Biomechanical cranial work has been the most widely practiced as it was the first cranial work taught by Dr. William Garner Sutherland.[i]  It was his first attempt at presenting his remarkable discoveries that represented quite a radical shift from the accepted model of his time. This is classical cranial, a structure-function approach based on biomechanical principles. It is a conceptual mechanical movement model where a sequence of techniques is performed and stillpoints are “induced.”

In the functional approach, the practitioner follows permitted motion using the client’s breath as the balance point for shifting unhealthy patterns towards balance and stillness. Treatments remain oriented to a mechanical structure-function model, however are not based on biomechanics alone. The practitioner is aware of many other influences and depends upon the cranial wave to intuitively guide the sequence of techniques.

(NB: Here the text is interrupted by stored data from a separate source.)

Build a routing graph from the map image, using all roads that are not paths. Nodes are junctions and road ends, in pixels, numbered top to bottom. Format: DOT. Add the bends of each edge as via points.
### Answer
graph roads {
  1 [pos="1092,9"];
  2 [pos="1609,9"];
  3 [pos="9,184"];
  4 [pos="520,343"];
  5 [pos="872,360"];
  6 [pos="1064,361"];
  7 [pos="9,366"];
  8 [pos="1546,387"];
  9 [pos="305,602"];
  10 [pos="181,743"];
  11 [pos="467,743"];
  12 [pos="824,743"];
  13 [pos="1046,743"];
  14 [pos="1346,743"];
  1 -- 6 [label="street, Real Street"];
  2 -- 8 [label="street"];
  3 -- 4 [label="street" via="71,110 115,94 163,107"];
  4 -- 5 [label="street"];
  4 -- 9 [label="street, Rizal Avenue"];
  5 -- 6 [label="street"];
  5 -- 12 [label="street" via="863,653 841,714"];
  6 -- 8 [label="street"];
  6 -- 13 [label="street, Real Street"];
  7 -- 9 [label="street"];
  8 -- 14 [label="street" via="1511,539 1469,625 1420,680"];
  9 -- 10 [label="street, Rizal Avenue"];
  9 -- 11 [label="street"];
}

There is a major threshold to cross at the biodynamic level.[ii]  The most important difference is that the cranial wave is no longer looked to as the guiding therapeutic agent. In biodynamics, the practitioner acquiesces to the felt-sense guidance of primary respiration (PR), an intelligence, which as a presence, is found in all living organisms. Dr. Sutherland spoke of the “Breath of Life.” One senses the inhalation and exhalation of PR as all motions throughout the entire system without regard to layers. This motion “breathes” as a unified whole. There is no separation.

(See chart below)

This intelligence is perhaps billions of years old. It is the genesis of life that creates all living organisms, and is the source for all therapeutic processes. This inherent power of transmutation is the reason that any treatment modality works, whether it is surgery, drugs, nutrition, manipulation, bodywork, homeopathy, acupuncture, movement, psychotherapy, hypnotherapy, spiritual healing, prayer, or meditation. If you can be present, in a non-interfering way, you may be granted the privilege to witness a miraculous process that is already built into our systems.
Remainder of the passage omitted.